Enquête La Dépêche de Nouméa : l’expertise qui accable les constructeurs du MK2 / Origin Cinéma. Article 1/5
Depuis deux ans, le cinéma de Dumbéa est au cœur d’une affaire tentaculaire où se mêlent malfaçons, pressions médiatiques, erreurs judiciaires et révélations explosives. Derrière l’apparence d’un simple litige commercial, les expertises ont mis au jour un chantier truffé de défauts majeurs, une campagne de communication orchestrée pour inverser les responsabilités, et une liquidation finalement annulée par la Cour de cassation. Ce dossier, devenu un cas d’école, révèle bien plus qu’un conflit entre un maître d’ouvrage et ses entreprises : il expose les failles d’un système économique fragile, et les dérives d’une “culture de la liquidation” aujourd’hui reconnue au plus haut niveau.
Le cinéma livré avec des défauts structurels majeurs
Quand le multiplexe MK2 de Dumbéa a ouvert ses portes, personne ne soupçonnait qu’il abritait, derrière ses façades neuves, un enchaînement de défaillances techniques rarement observé dans un chantier public en Nouvelle-Calédonie. Il aura fallu deux années d’expertises, d’analyses et de contre-visites pour que la vérité apparaisse enfin : le bâtiment n’a jamais été achevé dans les règles de l’art. À tel point que certains experts parlent aujourd’hui d’un « chantier monté à l’envers ». Le contraste est saisissant entre l’ambition du projet et la réalité des diagnostics. Ce cinéma, pensé comme une vitrine culturelle moderne, s’est retrouvé rattrapé par des erreurs fondamentales qui auraient dû être détectées dès les premiers mois du chantier.

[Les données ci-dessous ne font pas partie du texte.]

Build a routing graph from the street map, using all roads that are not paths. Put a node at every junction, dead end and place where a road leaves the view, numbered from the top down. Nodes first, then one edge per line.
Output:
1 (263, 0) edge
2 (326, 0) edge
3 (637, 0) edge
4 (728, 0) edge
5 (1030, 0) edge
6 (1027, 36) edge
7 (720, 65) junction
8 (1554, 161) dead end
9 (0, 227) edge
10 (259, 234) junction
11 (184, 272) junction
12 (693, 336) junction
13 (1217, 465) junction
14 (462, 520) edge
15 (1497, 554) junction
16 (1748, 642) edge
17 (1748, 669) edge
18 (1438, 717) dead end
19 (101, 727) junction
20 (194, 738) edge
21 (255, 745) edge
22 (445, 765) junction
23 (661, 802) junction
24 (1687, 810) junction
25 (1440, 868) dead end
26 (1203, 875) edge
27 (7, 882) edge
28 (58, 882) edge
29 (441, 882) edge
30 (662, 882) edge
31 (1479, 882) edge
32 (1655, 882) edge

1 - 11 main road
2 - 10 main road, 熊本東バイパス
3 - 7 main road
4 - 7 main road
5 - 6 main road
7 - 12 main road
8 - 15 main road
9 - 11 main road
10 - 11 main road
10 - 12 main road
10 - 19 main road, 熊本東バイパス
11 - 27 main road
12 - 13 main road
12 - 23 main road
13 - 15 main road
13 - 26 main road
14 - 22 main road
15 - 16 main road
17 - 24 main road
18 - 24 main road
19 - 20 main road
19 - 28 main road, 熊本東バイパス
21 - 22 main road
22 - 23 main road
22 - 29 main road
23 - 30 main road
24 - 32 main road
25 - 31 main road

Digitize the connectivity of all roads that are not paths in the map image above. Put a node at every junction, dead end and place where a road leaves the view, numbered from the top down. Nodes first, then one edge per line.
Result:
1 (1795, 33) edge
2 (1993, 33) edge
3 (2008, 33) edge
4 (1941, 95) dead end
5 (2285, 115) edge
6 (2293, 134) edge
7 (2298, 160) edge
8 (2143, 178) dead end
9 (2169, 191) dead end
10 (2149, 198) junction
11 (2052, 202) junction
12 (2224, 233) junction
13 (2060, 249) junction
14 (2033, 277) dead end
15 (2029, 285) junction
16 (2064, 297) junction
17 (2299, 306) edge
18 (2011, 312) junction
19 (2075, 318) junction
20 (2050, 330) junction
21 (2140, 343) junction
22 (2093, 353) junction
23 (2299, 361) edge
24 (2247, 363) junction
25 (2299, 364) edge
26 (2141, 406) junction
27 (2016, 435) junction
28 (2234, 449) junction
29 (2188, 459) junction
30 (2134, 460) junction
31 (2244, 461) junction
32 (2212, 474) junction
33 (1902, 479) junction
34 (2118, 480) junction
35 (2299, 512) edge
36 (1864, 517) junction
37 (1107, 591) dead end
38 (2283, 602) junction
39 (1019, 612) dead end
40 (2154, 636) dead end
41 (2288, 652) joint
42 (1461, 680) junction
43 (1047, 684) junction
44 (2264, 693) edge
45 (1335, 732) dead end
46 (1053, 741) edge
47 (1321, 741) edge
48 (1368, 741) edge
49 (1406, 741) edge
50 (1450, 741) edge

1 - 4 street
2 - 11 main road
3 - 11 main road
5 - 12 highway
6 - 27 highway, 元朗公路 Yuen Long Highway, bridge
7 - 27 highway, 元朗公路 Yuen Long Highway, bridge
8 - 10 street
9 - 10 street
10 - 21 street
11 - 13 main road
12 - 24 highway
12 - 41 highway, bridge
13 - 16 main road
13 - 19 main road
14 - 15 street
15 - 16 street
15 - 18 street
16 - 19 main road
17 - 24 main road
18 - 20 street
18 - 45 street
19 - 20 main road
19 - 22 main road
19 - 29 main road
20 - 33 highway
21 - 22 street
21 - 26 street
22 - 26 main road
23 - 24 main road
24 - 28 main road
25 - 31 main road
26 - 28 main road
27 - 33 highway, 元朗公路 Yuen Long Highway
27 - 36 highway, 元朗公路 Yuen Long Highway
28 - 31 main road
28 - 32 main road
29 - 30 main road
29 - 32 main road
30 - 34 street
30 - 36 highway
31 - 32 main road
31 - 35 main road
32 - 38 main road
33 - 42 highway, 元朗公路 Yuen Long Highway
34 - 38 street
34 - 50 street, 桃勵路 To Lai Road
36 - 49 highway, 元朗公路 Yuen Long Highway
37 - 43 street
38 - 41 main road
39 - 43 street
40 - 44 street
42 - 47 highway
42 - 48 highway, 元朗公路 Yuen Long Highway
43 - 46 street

Des luminaires installés à rebours des règles
Le cas le plus frappant concerne l’éclairage. Les luminaires installés dans les salles ont été posés à rebours des préconisations du fabricant, ce qui entraîne une surchauffe pouvant atteindre 85°C, une dégradation accélérée des composants et surtout une impossibilité totale d’obtenir le moindre éclairage progressif. Pour un cinéma, c’est un défaut cardinal : impossible de créer l’ambiance nécessaire à l’entrée du public ou au démarrage d’une séance. L’expert, dans son rapport définitif, ne laisse aucune ambiguïté et attribue la responsabilité intégrale à Catelec, l’entreprise en charge du lot électricité. Il révèle également l’existence de facturations non justifiées, pour environ quatre millions de francs, tandis que Catelec réclame aujourd’hui vingt-sept millions supplémentaires. Le préjudice subi par le cinéma est lui estimé à une dizaine de millions, uniquement pour cette erreur. Ce point, particulièrement lourd, a eu des conséquences directes sur l’exploitation et sur l’image du site, qui a dû composer avec un système lumineux instable durant des mois.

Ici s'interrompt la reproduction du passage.